**Problem to solve**
Check each line of the records for "East"; collect those that have it.

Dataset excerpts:
════
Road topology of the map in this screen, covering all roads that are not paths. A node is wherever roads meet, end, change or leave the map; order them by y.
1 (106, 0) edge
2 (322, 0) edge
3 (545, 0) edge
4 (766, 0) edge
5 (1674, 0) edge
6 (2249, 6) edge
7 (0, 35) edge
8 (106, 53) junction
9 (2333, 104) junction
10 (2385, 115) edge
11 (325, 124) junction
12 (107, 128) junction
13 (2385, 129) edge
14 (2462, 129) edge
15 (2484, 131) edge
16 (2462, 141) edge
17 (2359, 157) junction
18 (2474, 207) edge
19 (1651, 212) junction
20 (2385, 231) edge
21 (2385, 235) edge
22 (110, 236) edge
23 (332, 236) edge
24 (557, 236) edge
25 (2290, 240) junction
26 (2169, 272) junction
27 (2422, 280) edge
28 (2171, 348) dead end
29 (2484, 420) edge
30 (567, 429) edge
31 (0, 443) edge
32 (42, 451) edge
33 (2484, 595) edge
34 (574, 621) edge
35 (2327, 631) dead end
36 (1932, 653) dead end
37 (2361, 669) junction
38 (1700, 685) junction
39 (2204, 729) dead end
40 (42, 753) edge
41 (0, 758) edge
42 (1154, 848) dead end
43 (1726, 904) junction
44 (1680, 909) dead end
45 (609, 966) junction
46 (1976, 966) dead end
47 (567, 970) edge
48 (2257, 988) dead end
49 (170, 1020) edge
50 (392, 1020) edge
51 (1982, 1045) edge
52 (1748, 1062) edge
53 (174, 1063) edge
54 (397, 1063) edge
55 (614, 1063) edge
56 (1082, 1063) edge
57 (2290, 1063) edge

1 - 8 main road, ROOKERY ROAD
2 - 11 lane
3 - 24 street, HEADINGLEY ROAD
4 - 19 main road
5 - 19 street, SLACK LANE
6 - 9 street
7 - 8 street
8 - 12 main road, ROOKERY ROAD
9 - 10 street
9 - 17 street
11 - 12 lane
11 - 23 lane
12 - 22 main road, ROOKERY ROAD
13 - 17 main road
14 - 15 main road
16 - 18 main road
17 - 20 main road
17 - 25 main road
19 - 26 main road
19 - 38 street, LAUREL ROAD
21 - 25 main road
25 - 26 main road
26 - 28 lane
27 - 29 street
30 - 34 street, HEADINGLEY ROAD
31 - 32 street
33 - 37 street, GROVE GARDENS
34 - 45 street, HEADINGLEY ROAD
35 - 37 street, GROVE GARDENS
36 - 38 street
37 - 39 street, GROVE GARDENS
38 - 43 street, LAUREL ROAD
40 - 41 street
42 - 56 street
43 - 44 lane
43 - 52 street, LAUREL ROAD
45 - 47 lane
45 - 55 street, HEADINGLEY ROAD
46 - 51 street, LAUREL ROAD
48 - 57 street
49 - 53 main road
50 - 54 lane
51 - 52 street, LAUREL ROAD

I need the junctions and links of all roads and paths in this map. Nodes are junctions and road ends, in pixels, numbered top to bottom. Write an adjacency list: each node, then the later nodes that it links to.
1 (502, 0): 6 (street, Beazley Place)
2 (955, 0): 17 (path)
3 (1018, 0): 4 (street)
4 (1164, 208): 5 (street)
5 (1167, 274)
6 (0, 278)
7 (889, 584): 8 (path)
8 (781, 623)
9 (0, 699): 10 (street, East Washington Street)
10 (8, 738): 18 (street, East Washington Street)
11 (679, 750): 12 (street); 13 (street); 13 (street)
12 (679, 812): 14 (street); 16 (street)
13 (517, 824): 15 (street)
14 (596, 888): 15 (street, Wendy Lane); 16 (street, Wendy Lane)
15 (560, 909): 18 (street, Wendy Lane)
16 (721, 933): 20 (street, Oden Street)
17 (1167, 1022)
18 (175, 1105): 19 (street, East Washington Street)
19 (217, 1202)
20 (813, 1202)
════
**Reply to the exercise**
9 (0, 699): 10 (street, East Washington Street)
10 (8, 738): 18 (street, East Washington Street)
18 (175, 1105): 19 (street, East Washington Street)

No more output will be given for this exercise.